I never got through DeLillo’s novel, and what I did read I found decades outdated, and stylistically, I couldn’t get into it, unlike Infinite Jest, which remarkably hasn’t aged that much at all. The core of David Foster Wallace’s novel is addiction and recovery, and its predictions of future behavior and phenomena in American life have largely borne out. The mechanism of tapes may be obsolete, but it’s hard to argue that the “Entertainment” driving that book is a perfect analogy for streaming, which didn’t exist when Wallace committed suicide in 2008.

Baumbach’s adaptation is, unfortunately, gorgeously-costumed, lit, shot, designed, and choreographed. It’s a relatively long movie that zips by on the power of its kaleidoscopic images and hyper-saturated reality, burying even the endless, inane dialogue presumably ripped from the book. White Noise has some of the most fantastic color digital cinematography, a movie with widescreen color visual depth like Miranda July’s overlooked Kajillionaire. In certain scenes, and with particular shots, Baumbach also comes closer to evoking the late Robert Altman than Paul Thomas Anderson ever has; specifically, the first time we see Gerwig throw out an empty pill bottle of “DYLAR,” and after cutting between at least three different conversations, all filmed with telephoto lenses, the camera quickly dollies and zooms into the trashcan as she tosses the bottle, cutting back to the conversation seamlessly. This is really the first time I’ve ever seen Altman brought back to life by another director, however briefly and, perhaps, falsely.

I’m pissing around it because White Noise is simply obsolete. DeLillo’s satire, at least as adapted by Baumbach, is at least 25 years out of date. This is a movie that would’ve made perfect sense in 1999, or any time before 9/11. That disproved the town’s head-in-the-sand reaction to the “Toxic Airborne Event.” The rest of the country might’ve been out to lunch, but in New York, DC, and Pennsylvania, the mass media and frivolous consumption culture disappeared immediately and didn’t really return for a few years. George W. Bush told the country to “go shopping,” but when New Yorkers had our own “airborne toxic event” to deal with, no one was spouting gibberish in blood banks or on street corners. Yes Don, real death and real carnage will shake even the idiot American out of their constant consumption zombie lifestyle—if only for a few years.

But then the economy collapsed! 2008 and the Great Recession officially rendered White Noise useless as satire, a book for fans of DeLillo that got everything about the American culture it oh so astutely diagnosed and parodied completely wrong.
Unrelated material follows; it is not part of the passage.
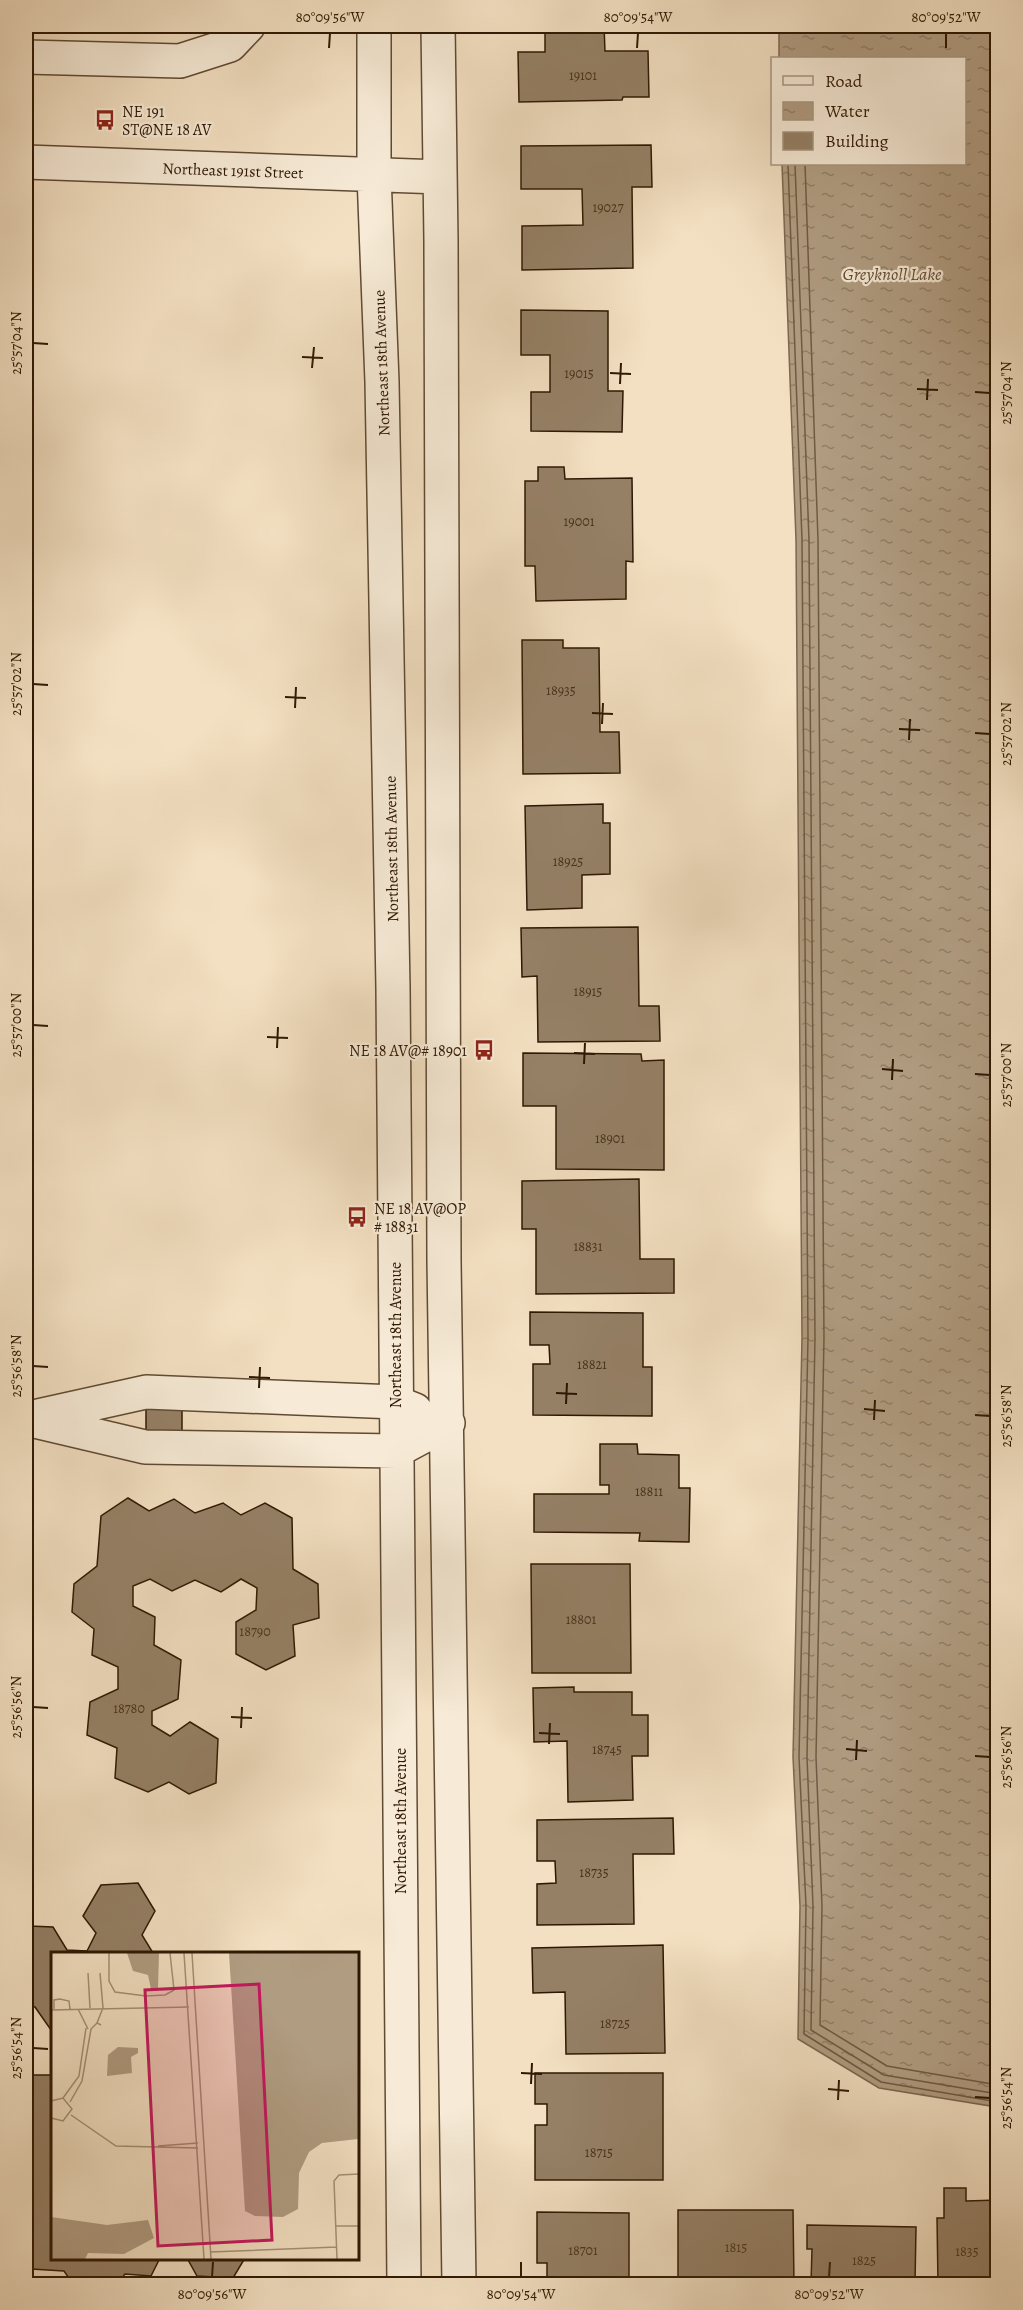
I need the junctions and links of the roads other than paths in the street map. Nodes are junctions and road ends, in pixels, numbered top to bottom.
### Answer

If anything, DeLillo’s rendering of the supermarket as the secular temple is optimistic today, as grocery store shelves become sparser and people lack the means to “enjoy these idle, aimless days.” The chaos is so constant that a “Toxic Airborne Event,” like the coronavirus pandemic, would probably be welcomed by many of the same healthy people who still wear masks everywhere they go. When you start to lose even your material possessions and comforts, a disaster might sound appealing. Better to burn out than fade away is the attitude in the air right now, and despite featuring some of the most beautiful production design this year (that green visor!), White Noise is terminal due to the source material, no matter how well Baumbach made it look.